Some novels put the quirky charm front and center and try to win the reader over too quickly, but Gill Hornby’s All Together Now plays it cool in that stiff-upper-lip, British, deadpan way. The author wins over the jaded reader with irony, wit, humor, and a bit of pathos before getting the feel-good vibes really going.
The suburban, commuter village of Bridgeford is losing its small-town charm and identity to chains, superstores, and outside developers. At the same time, the members of this novel’s ensemble cast find themselves individually in flux – whether by their children growing into independent adults; their unhappy spouses asking for divorces; or their employers making them redundant. As a reader, I rooted for caustic Tracey, steady Lewis, do-gooder Annie, and bemused Bennett, while also seeing their annoying sides and sometimes wanting to shake them – because that’s what you do when you fall in love with a story and its characters!

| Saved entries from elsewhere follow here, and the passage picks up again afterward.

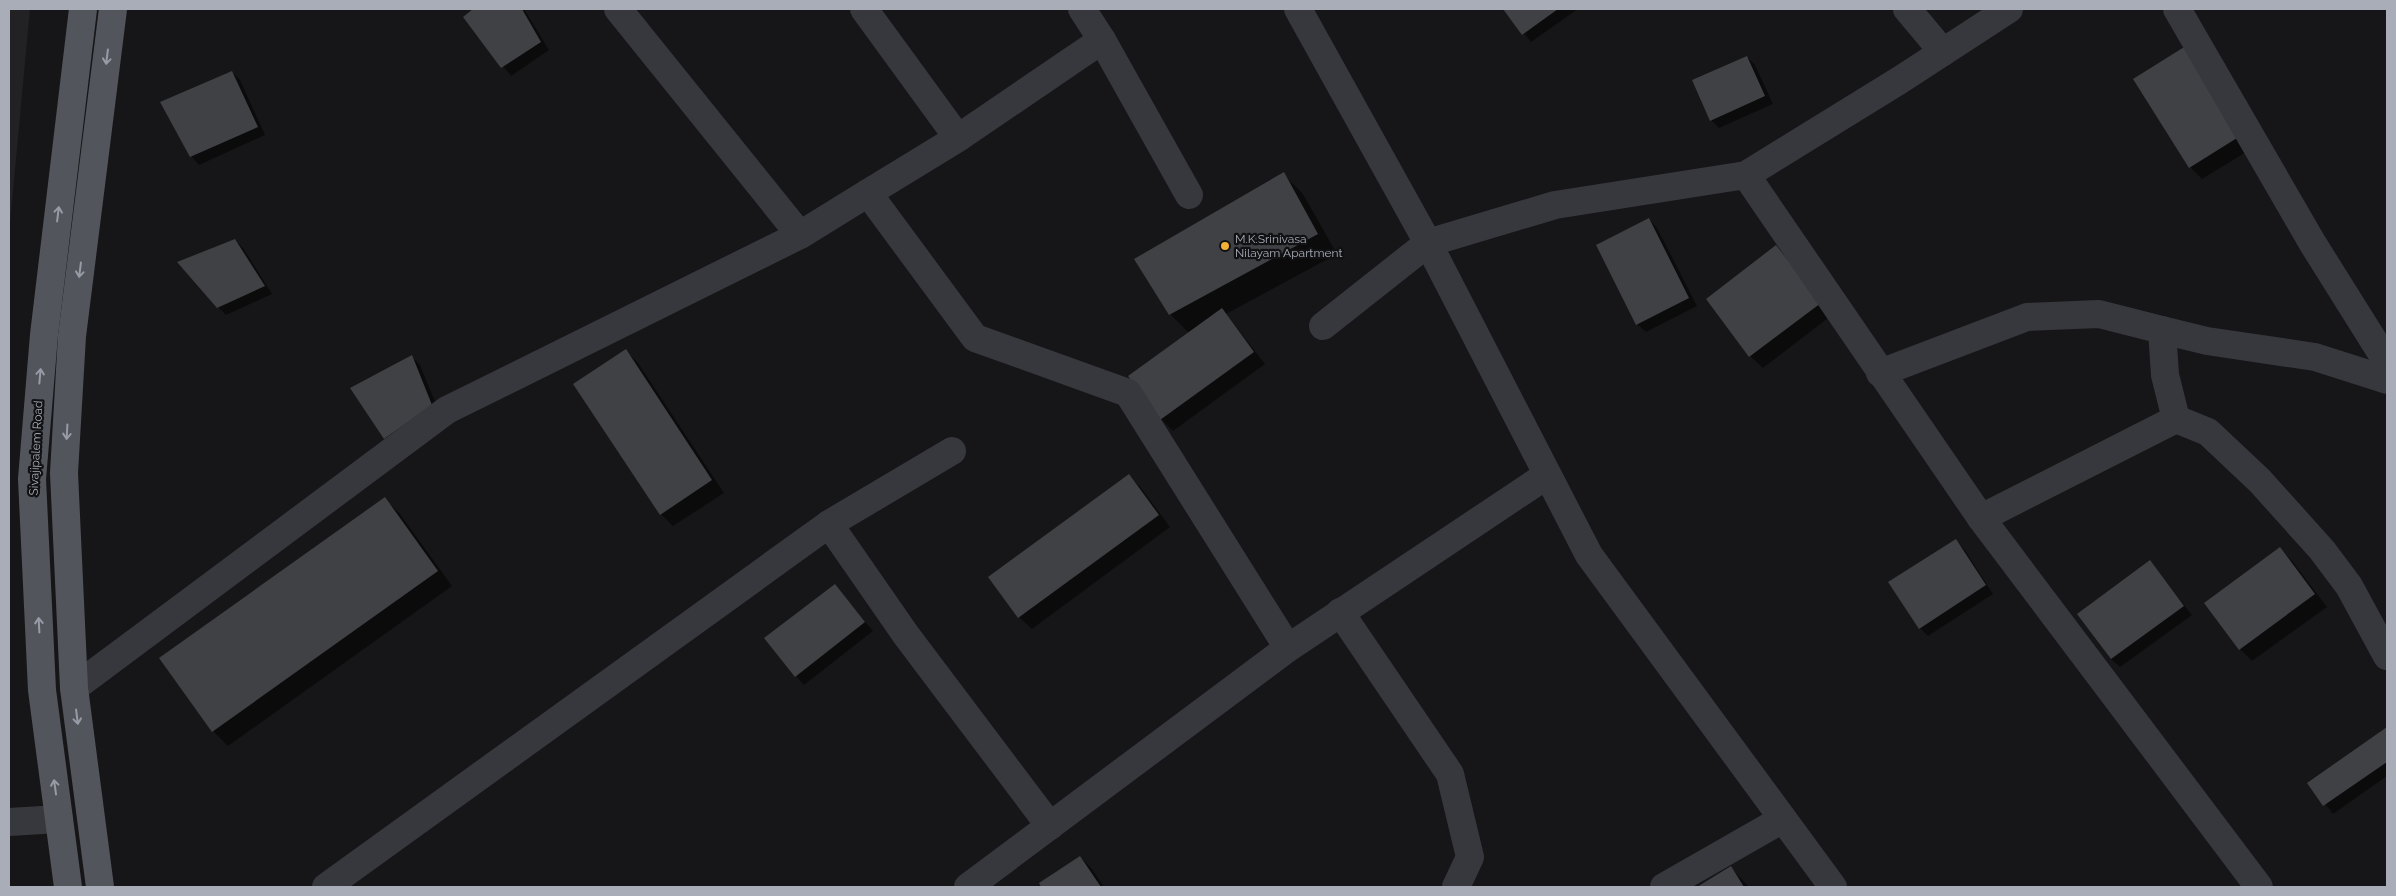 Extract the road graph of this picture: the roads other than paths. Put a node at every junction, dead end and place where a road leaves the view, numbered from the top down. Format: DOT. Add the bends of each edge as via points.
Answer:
graph roads {
  1 [pos="83,9"];
  2 [pos="113,9"];
  3 [pos="618,9"];
  4 [pos="864,9"];
  5 [pos="1082,9"];
  6 [pos="1298,9"];
  7 [pos="1907,9"];
  8 [pos="2009,9"];
  9 [pos="2177,9"];
  10 [pos="1102,40"];
  11 [pos="1943,52"];
  12 [pos="958,138"];
  13 [pos="1746,175"];
  14 [pos="868,193"];
  15 [pos="1189,195"];
  16 [pos="800,235"];
  17 [pos="1428,243"];
  18 [pos="1323,326"];
  19 [pos="2162,330"];
  20 [pos="2387,362"];
  21 [pos="1880,372"];
  22 [pos="2387,380"];
  23 [pos="2176,419"];
  24 [pos="952,451"];
  25 [pos="1547,475"];
  26 [pos="1981,518"];
  27 [pos="829,524"];
  28 [pos="1340,612"];
  29 [pos="1288,648"];
  30 [pos="2387,656"];
  31 [pos="74,688"];
  32 [pos="59,819"];
  33 [pos="1783,819"];
  34 [pos="9,822"];
  35 [pos="1050,826"];
  36 [pos="68,887"];
  37 [pos="100,887"];
  38 [pos="326,887"];
  39 [pos="968,887"];
  40 [pos="1456,887"];
  41 [pos="1664,887"];
  42 [pos="1833,887"];
  43 [pos="2259,887"];
  32 -- 1 [label="main road, Sivajipalem Road, one-way" via="42,690 32,479 44,335"];
  2 -- 31 [label="main road, one-way" via="72,346 64,473"];
  3 -- 16 [label="street"];
  4 -- 12 [label="street"];
  5 -- 10 [label="street"];
  6 -- 17 [label="street"];
  7 -- 11 [label="street"];
  8 -- 11 [label="street"];
  9 -- 20 [label="street" via="2313,244"];
  10 -- 12 [label="street"];
  10 -- 15 [label="street"];
  11 -- 13 [label="street"];
  12 -- 14 [label="street"];
  13 -- 17 [label="street" via="1555,206"];
  13 -- 21 [label="street"];
  14 -- 16 [label="street"];
  14 -- 29 [label="street" via="975,338 1128,393"];
  16 -- 31 [label="street" via="447,410"];
  17 -- 18 [label="street"];
  17 -- 25 [label="street"];
  19 -- 21 [label="street" via="2099,314 2027,317"];
  19 -- 22 [label="street" via="2207,341 2315,357"];
  19 -- 23 [label="street" via="2165,375"];
  21 -- 26 [label="street"];
  23 -- 26 [label="street"];
  23 -- 30 [label="street" via="2208,432 2260,481 2322,550 2349,586"];
  24 -- 27 [label="street"];
  25 -- 28 [label="street"];
  25 -- 33 [label="street" via="1589,555"];
  26 -- 43 [label="street"];
  27 -- 35 [label="street" via="906,635"];
  27 -- 38 [label="street"];
  28 -- 29 [label="street"];
  28 -- 40 [label="street" via="1450,774 1470,857"];
  29 -- 35 [label="street"];
  31 -- 37 [label="main road, one-way"];
  32 -- 34 [label="street"];
  32 -- 36 [label="main road, Sivajipalem Road"];
  33 -- 41 [label="street"];
  33 -- 42 [label="street"];
  35 -- 39 [label="street"];
}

The title comes from the Bridgeford community choral group that Lewis and Annie are in, which needs an influx of new voices and enthusiastic support to keep it from dying the death from attrition that seems imminent. Enthusiasm is in extremely short supply, but most of the characters are overflowing with guilt and self-reproach, so that works almost as well to keep them coming to rehearsals.
The author (wife of novelist Robert Harris and sister of novelist Nick Hornby) focuses on the personalities and drama within the community chorus/choir, much as she did with a group of school mothers in her first novel, The Hive. The St. Ambrose School and a couple of characters from The Hive make cameo appearances here, but this isn’t a sequel or even really a companion novel.
If you like novels by Anne Tyler, Ann Leary, Rachel Joyce, JoJo Moyes, and other wry observers of human nature you will enjoy spending time with the good (and not-so-good) people of Bridgeford.
All Together Now
Hornby, Gill
Little, Brown
July 21, 2015
9780316234740
336 pp.
$26.00 US/$29.00 CAN
Disclosure: I received a free advance reader’s copy for review from Library Journal, where I also gave it a rave review.